Research study looks beyond dieting to help teens with weight loss
July 16, 2009
- 12-month weight-loss research program at Brooke Army Medical Center for military dependent teens ages 12-17.
- There are no studies to date that provide such a comprehensive approach to weight loss maintenance.
- CDC maintains that an obese state during childhood leading risk factor for becoming overweight as an adult.
- Early detection and prevention of obesity is the key focus of the study's research.
FORT SAM HOUSTON, Texas -- Kaitlin Sheridan, a junior at Cole High School, San Antonio, visited with a Reserve Officer Training Corps instructor to inquire about the program, but was informed her weight rendered her ineligible.
Ironically, she later saw a flyer requesting volunteers for a 12-month weight-loss research program at Brooke Army Medical Center for military dependent teens ages 12-17. Sheridan volunteered and lost 14 pounds.
"I'm very excited! My self-esteem improved and I am looking forward to putting on my bathing suit this summer," she said. "When my friends and I get together on Fridays for a movie night, instead of ordering pizzas we munch on vegetables and spend more time talking than eating."
"It involves changes within the entire family toward a healthier lifestyle," explained Principal Investigator Maj.

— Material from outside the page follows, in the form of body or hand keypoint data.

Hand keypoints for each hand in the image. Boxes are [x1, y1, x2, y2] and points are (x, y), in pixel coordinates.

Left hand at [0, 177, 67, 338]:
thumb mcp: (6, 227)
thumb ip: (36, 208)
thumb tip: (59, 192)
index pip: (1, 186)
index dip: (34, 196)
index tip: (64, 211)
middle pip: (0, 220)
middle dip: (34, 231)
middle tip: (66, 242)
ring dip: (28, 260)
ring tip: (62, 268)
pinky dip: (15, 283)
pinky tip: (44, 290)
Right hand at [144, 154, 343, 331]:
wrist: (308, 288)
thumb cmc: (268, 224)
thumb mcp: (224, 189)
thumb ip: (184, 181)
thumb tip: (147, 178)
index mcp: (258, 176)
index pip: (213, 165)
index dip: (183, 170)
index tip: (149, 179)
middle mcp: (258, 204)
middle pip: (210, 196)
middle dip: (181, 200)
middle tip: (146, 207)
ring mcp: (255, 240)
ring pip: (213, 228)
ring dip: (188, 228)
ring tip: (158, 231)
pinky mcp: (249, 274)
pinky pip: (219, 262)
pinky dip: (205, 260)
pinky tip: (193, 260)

Jorge Cabrera, a clinical investigation fellow with BAMC.
"The program creates an intervention for teenagers whose weight puts them at risk for health problems in the future and incorporates the latest evidence-based research on behavioral and pharmacotherapy to address not only weight loss, but successful weight loss maintenance.
There are no studies to date that provide such a comprehensive approach to weight loss maintenance in teenagers as this one," Cabrera said, adding the program utilizes combined medical expertise from physicians, psychologists and dieticians from Brooke Army and Wilford Hall Medical Centers.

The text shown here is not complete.